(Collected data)
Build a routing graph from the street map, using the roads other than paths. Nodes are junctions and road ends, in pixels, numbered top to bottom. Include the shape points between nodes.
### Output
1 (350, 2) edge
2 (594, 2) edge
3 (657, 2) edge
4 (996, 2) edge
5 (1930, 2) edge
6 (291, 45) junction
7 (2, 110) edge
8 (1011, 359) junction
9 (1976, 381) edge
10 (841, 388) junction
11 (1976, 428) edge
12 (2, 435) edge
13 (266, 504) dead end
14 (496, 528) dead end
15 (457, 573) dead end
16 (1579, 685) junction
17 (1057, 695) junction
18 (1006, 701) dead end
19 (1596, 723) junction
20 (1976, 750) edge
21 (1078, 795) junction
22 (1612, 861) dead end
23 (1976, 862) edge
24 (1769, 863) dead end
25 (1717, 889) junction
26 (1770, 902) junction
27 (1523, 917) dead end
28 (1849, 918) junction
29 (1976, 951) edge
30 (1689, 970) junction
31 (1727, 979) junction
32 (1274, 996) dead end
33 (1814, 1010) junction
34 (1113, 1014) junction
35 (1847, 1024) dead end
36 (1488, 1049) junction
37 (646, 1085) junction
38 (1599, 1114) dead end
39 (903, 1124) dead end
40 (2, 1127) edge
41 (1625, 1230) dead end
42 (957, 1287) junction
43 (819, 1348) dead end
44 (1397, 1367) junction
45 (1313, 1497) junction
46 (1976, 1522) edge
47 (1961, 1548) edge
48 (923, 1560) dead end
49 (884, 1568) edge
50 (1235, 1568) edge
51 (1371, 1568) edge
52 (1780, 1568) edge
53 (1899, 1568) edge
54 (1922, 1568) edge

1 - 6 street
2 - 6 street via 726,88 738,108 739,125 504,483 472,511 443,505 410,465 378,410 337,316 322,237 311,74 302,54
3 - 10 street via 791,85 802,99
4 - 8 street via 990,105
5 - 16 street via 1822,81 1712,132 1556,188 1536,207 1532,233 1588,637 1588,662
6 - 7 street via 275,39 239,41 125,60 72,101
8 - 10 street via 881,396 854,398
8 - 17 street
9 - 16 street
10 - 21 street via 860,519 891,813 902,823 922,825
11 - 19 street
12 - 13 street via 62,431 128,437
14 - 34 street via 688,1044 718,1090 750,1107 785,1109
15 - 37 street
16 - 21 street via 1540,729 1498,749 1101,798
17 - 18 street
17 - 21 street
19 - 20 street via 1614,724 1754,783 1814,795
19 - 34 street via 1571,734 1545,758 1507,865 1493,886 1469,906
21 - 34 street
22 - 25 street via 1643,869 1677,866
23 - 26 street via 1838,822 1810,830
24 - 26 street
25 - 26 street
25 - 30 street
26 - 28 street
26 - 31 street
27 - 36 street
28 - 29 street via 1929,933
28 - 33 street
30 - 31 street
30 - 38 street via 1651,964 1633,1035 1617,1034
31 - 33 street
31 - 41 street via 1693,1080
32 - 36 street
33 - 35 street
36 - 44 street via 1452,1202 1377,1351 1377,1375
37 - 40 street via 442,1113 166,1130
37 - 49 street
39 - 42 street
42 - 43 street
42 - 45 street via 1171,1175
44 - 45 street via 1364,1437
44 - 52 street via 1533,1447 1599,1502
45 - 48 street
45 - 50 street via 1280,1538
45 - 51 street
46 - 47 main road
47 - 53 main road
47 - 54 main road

PROBLEM DETAILS
Find the word "main" in the entries above and gather every line that holds it.

WRITTEN RESPONSE
46 - 47 main road
47 - 53 main road
47 - 54 main road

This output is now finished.